Thahabu

Someone told me the only thing I owe anyone is to be myself. I cried. It’s such plain advice, but it was the first time I’d heard it with such unfeigned honesty. I don’t believe a person owes it to me to be who they say they are, because they may not even have a firm grasp on their own sense of self. So I’m taken by surprise, every time, when someone doesn’t afford me the same respect; the space to simply be a person and grow. Like, the audacity. They think they own my spirit and energy. Acting as if I betrayed them whenever they find a new quality in they haven’t seen before. “Oh no, you need to be exactly who I thought you were when we first met,” is what I imagine they’re thinking when this happens.

I wish the people I’ve had to cut out of my life understood that things happen to people: We can be reshaped by events, and change is inevitable. It has absolutely nothing to do with anyone else. I don’t owe it to anyone to remain in the canon they created for me in their head. Nobody owns me. Nobody has a claim over my personality; it belongs to a much higher being. I don’t know, the universe? God? Maybe I’m starting to have faith in God again, like I did when I was 14.

Something that happened this week:

I hit up Annabelle to come listen to the new Frank Ocean album Blonde with me in the park.
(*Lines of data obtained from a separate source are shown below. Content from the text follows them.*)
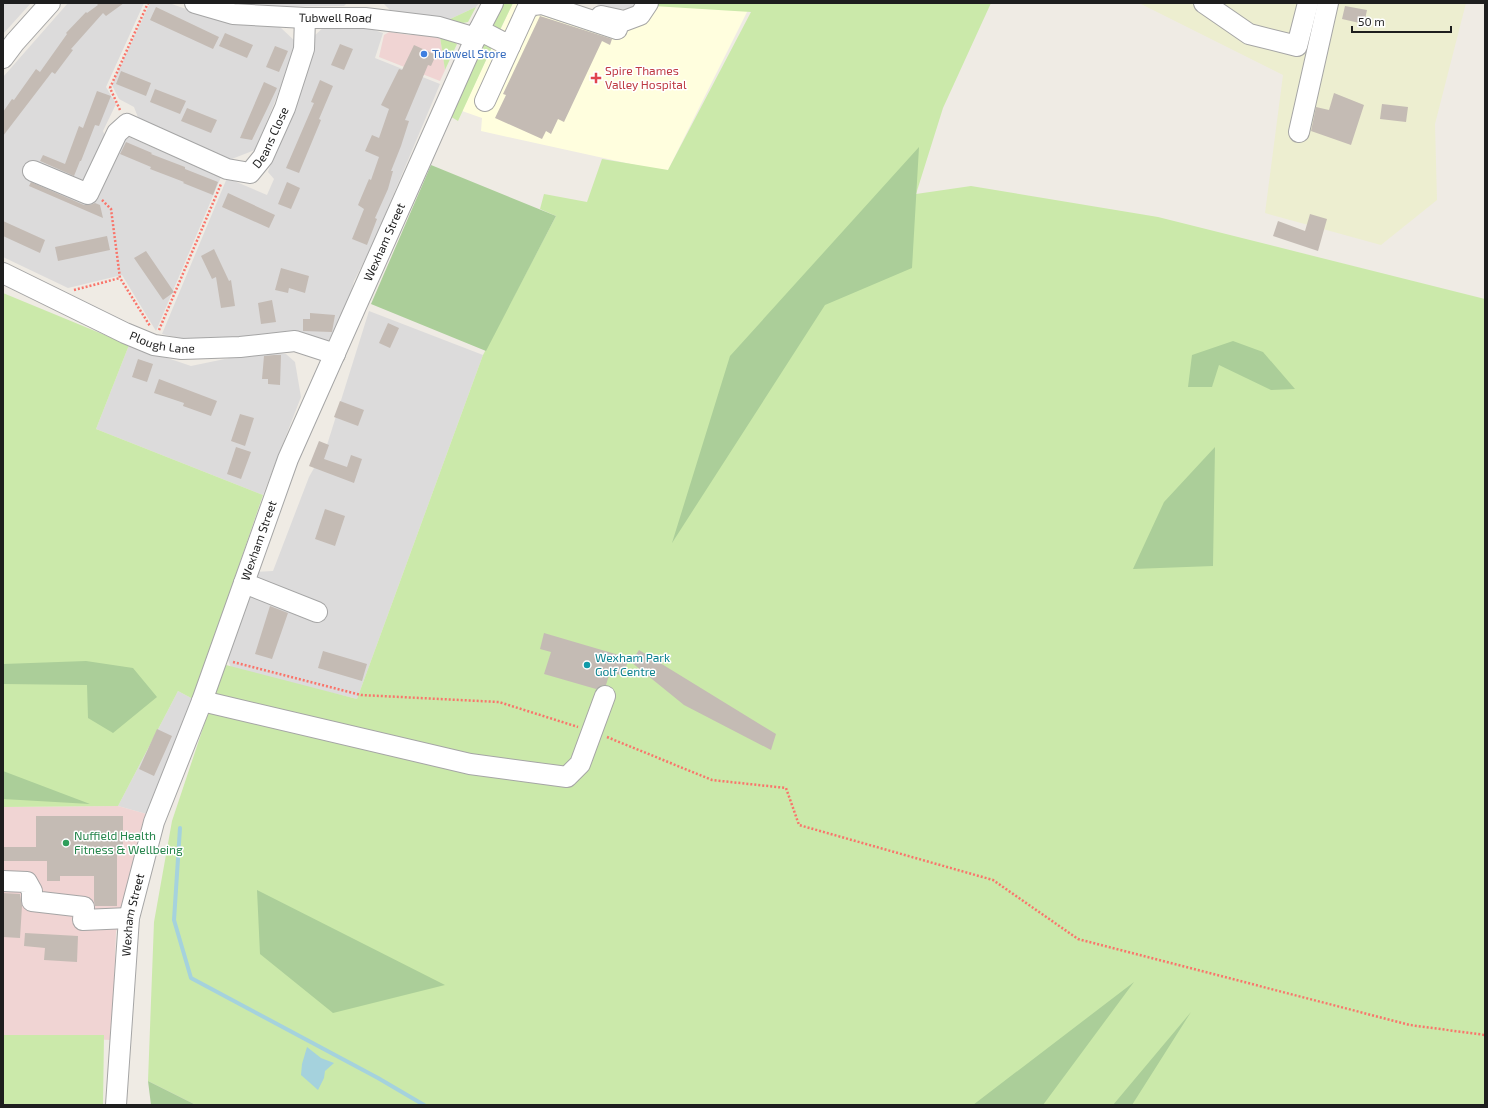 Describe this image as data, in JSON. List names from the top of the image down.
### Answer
{
  "streets": {
    "street": [
      "Tubwell Road",
      "Deans Close",
      "Wexham Street",
      "Plough Lane"
    ]
  },
  "crossings": [
    ["Tubwell Road", "Deans Close"],
    ["Tubwell Road", "Wexham Street"],
    ["Wexham Street", "Plough Lane"]
  ],
  "places": {
    "other": ["Tubwell Store", "Wexham Park Golf Centre", "Nuffield Health Fitness & Wellbeing"],
    "health": ["Spire Thames Valley Hospital"]
  },
  "scale_bar": "50 m"
} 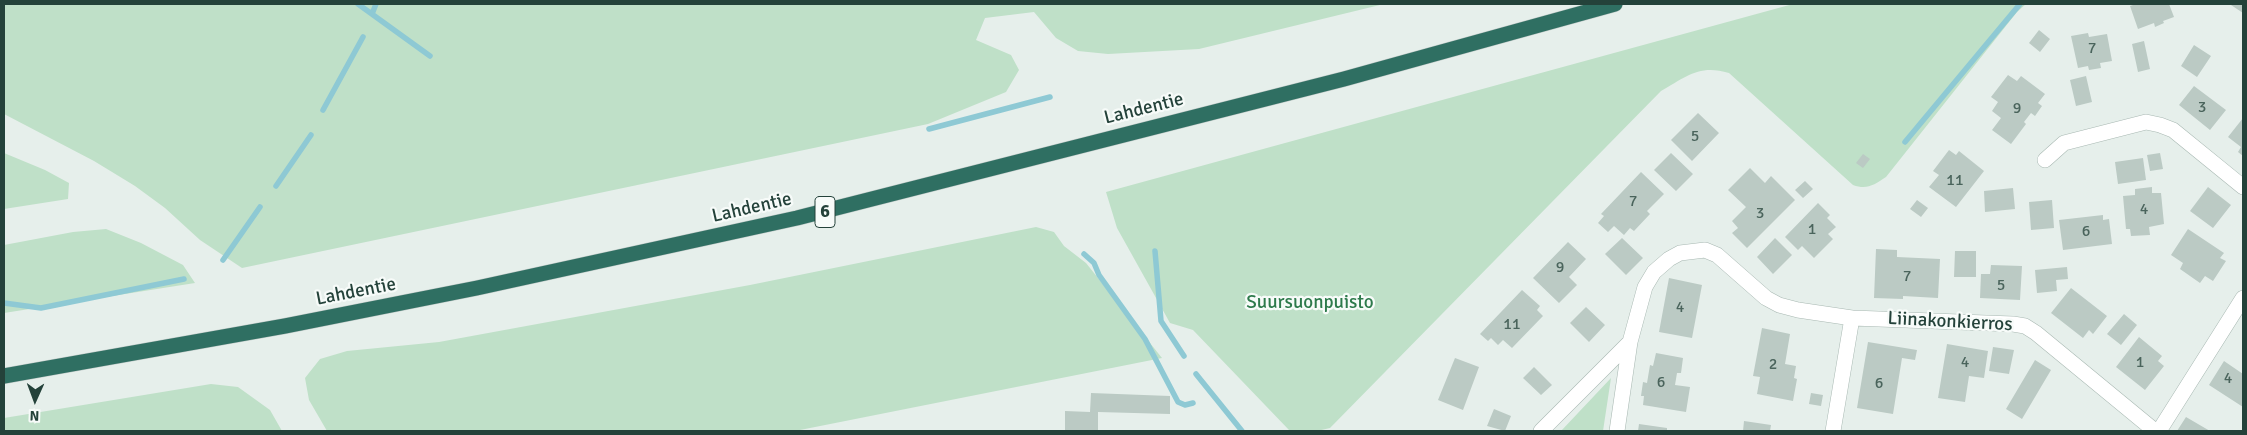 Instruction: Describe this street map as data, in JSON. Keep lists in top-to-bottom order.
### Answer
{
  "streets": {
    "highway": ["Lahdentie", "6"],
    "street": ["Liinakonkierros"]
  },
  "parks": ["Suursuonpuisto"],
  "house_numbers": [
    "7",
    "3",
    "9",
    "5",
    "11",
    "7",
    "4",
    "3",
    "1",
    "6",
    "9",
    "7",
    "5",
    "4",
    "11",
    "4",
    "1",
    "2",
    "4",
    "6",
    "6"
  ],
  "north": "bottom"
} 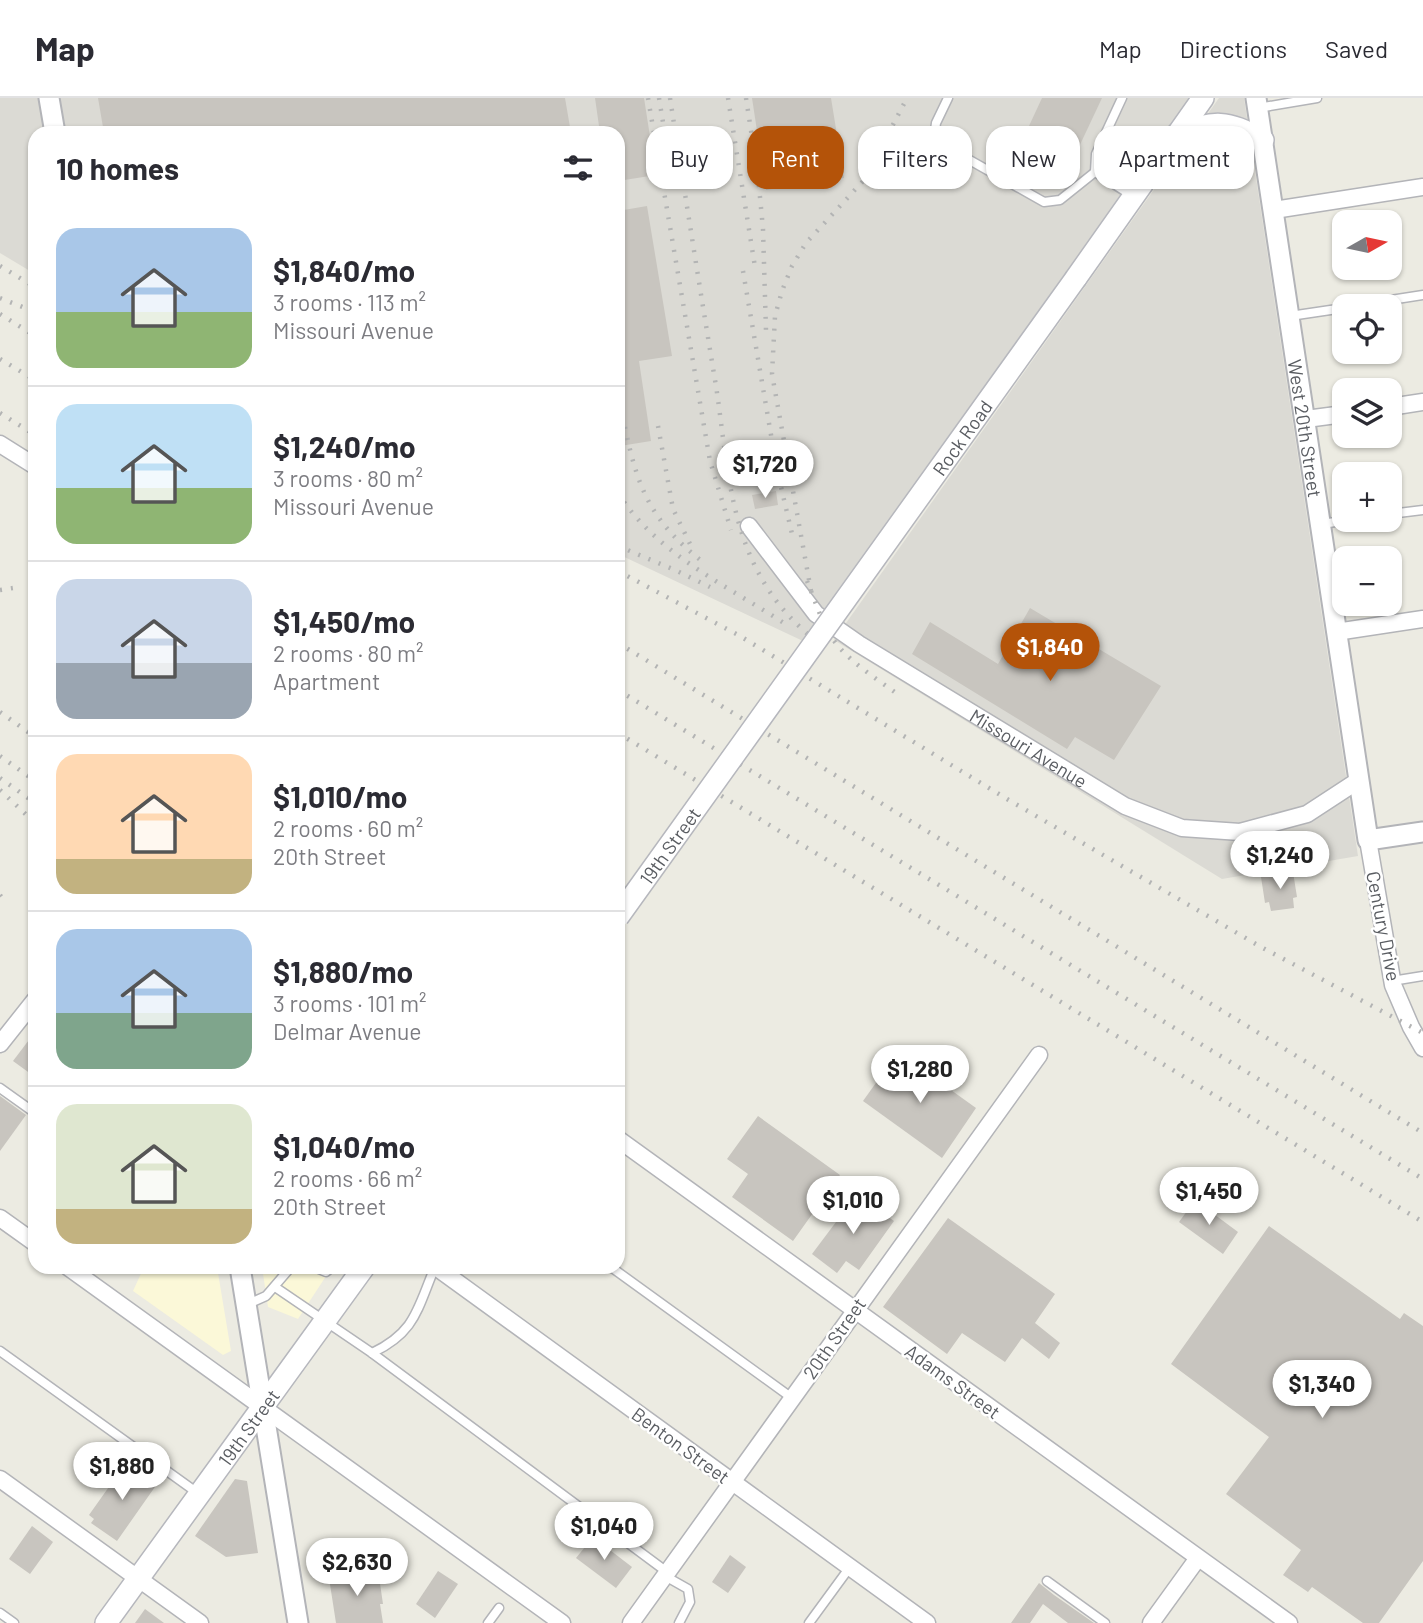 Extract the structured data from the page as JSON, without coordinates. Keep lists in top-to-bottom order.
{
  "streets": {
    "main road": ["Rock Road", "19th Street"],
    "street": [
      "West 20th Street",
      "Missouri Avenue",
      "Century Drive",
      "20th Street",
      "Adams Street",
      "Benton Street"
    ]
  },
  "crossings": [
    ["West 20th Street", "Missouri Avenue"],
    ["West 20th Street", "Century Drive"],
    ["Rock Road", "19th Street"],
    ["20th Street", "Adams Street"],
    ["20th Street", "Benton Street"]
  ],
  "north": "right",
  "page": {
    "header": "Map",
    "nav": ["Map", "Directions", "Saved"],
    "chip": [
      "Buy",
      "Rent",
      "Filters",
      "New",
      "Apartment"
    ],
    "heading": "10 homes",
    "map_buttons": ["+", "−"],
    "list": [
      {
        "name": "$1,840/mo",
        "note": "3 rooms · 113 m² · Missouri Avenue"
      },
      {
        "name": "$1,240/mo",
        "note": "3 rooms · 80 m² · Missouri Avenue"
      },
      {
        "name": "$1,450/mo",
        "note": "2 rooms · 80 m² · Apartment"
      },
      {
        "name": "$1,010/mo",
        "note": "2 rooms · 60 m² · 20th Street"
      },
      {
        "name": "$1,880/mo",
        "note": "3 rooms · 101 m² · Delmar Avenue"
      },
      {
        "name": "$1,040/mo",
        "note": "2 rooms · 66 m² · 20th Street"
      }
    ],
    "price": [
      "$1,720",
      "$1,840",
      "$1,240",
      "$1,280",
      "$1,450",
      "$1,010",
      "$1,340",
      "$1,880",
      "$1,040",
      "$2,630"
    ]
  }
}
We sat by the pond. I connected my phone to the bluetooth speaker, and the experience began. Fifteen minutes in, I thought, Damn, this is some 2016 shit. We’re really in the future. 90 percent of that thought wasn’t even about the album. The part of the park we were sitting is also a hotspot for Pokémon Go. There are always kids and an array of adults running around the pond, bonding with other players as they search for rare Pokémon.

There we were, listening to what some may call new wave R&B via bluetooth, while moms and dads were helping their children chase after virtual creatures using their cellular devices. I felt like we were in a sci-fi movie that people watched in the ’70s. I felt so present in the future, fully aware that 40 or 60 years ago someone likely pictured a moment like this as the peak of technological advancement. Vibrations ran through my lower arms and fingertips. I expressed this tingly feelings to Annabelle, who is particularly interested in spirituality and being synced in to your surroundings. She smiled, “Yooo that’s awesome.”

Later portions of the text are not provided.